Updated: Feb 8, 2019
A. A.Milne said, "Weeds are flowers too, once you get to know them." How very true! I began to get to know weeds many years ago when I started pressing flowers as a hobby. I started paying attention to the interesting shapes, textures and colors of sheep sorrel, rabbit’s foot clover, sleepy catchfly and many other weeds along the roadsides and in meadows. Now, every spring, summer and fall, I seek out my favorite 'weeds', press them, and use them in pressed flower creations. I don’t really consider them weeds at all.
So how does one distinquish between a flower and a weed? I decided to look to the writers and lexicographers for the answer. Doug Larson wrote, "A weed is a plant that has mastered every survival skill except for learning how to grow in rows." "A weed is but an unloved flower." says Ella Wheeler Wilcox. One dictionary gave 2 definitions of "weed". 1.Any undesirable or troublesome plant, especially one that grows profusely where it is not wanted 2. A valueless plant growing wild, especially one that grows on cultivated ground to the exclusion or injury of the desired crop.
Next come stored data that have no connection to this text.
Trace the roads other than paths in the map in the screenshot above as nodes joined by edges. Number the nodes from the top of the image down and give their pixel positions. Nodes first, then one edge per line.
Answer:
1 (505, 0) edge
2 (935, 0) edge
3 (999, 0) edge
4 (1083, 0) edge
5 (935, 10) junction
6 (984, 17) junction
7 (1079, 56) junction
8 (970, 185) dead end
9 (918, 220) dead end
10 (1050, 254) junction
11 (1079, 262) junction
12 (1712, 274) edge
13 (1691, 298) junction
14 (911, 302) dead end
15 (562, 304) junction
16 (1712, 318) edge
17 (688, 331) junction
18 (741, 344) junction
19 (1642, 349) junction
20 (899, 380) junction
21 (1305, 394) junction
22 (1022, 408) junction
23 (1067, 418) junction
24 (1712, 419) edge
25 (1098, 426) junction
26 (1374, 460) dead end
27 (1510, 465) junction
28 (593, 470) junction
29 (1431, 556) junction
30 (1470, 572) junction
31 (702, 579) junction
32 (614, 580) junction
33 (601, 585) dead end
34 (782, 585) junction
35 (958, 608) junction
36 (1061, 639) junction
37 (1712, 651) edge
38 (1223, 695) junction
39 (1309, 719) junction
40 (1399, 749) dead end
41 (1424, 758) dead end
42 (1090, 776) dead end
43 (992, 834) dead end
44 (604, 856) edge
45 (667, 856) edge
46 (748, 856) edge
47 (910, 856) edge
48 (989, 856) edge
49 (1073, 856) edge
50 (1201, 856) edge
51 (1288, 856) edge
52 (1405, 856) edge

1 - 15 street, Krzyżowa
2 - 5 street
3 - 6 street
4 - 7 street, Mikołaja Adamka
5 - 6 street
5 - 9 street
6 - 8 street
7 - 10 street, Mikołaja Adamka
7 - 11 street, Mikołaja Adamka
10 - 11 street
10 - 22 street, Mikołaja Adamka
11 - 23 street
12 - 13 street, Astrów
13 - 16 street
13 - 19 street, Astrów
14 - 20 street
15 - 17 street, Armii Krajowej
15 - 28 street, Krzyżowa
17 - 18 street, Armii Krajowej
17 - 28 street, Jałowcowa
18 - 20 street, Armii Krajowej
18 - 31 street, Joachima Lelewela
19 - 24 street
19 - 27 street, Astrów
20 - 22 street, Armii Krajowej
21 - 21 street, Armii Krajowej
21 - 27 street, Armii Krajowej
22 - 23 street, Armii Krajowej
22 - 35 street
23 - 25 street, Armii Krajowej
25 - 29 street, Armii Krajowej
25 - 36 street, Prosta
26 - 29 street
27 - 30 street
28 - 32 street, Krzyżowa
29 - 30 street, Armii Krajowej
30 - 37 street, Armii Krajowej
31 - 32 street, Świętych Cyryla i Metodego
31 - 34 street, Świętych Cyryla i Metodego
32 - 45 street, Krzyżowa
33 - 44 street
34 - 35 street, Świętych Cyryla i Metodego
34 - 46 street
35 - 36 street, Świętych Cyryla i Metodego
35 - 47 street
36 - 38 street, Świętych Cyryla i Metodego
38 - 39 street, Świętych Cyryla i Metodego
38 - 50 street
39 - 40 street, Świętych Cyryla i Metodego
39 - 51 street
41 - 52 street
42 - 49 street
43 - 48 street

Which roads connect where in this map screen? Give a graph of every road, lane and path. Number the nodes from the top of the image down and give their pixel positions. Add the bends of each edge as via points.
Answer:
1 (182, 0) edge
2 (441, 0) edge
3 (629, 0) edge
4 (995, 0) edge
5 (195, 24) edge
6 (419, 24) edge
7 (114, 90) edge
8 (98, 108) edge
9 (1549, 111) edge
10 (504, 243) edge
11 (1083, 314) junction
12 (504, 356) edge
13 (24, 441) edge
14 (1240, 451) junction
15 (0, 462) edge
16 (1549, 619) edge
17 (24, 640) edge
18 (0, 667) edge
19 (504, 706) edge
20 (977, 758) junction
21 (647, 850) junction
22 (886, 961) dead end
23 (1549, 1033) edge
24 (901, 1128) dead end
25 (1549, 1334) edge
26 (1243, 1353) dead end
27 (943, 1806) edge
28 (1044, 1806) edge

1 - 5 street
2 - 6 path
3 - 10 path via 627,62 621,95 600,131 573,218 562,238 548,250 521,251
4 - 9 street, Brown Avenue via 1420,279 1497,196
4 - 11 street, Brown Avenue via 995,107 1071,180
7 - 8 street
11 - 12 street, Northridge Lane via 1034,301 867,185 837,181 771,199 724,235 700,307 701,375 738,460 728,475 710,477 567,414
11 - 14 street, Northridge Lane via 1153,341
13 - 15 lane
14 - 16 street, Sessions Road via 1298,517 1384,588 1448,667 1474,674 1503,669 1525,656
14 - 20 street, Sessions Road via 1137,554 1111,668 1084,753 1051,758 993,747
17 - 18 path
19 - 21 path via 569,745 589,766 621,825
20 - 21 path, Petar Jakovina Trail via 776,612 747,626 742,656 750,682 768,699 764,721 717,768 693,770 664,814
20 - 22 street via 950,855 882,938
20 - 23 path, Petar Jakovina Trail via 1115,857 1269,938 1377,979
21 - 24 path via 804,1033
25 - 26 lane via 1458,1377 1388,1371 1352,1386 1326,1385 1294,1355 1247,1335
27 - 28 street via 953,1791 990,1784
Hmmm... It's a very subjective matter. Consider Queen Anne's Lace, a plant on the noxious weed list in most of the states in our country. It is invasive and considered by the USDA as a serious pest in pastures and a threat to recovering grasslands. Yet, the intracacies of this weed are really quite extraordinary and beautiful. Supposedly named for Queen Anne of Great Britain, it is so called because the flower resembles lace. and the dark red spot in the center is thought to represent a blood droplet where Queen Anne pricked herself with a needle while making lace. Queen Anne's Lace is very easy to press and is a great accompaniment for many other flowers. When put on a dark background it is very striking by itself. From my perspective, this noxious, unwanted plant is a very beautiful flower.
This spring, go outside and get to know a weed. It just might become a flower!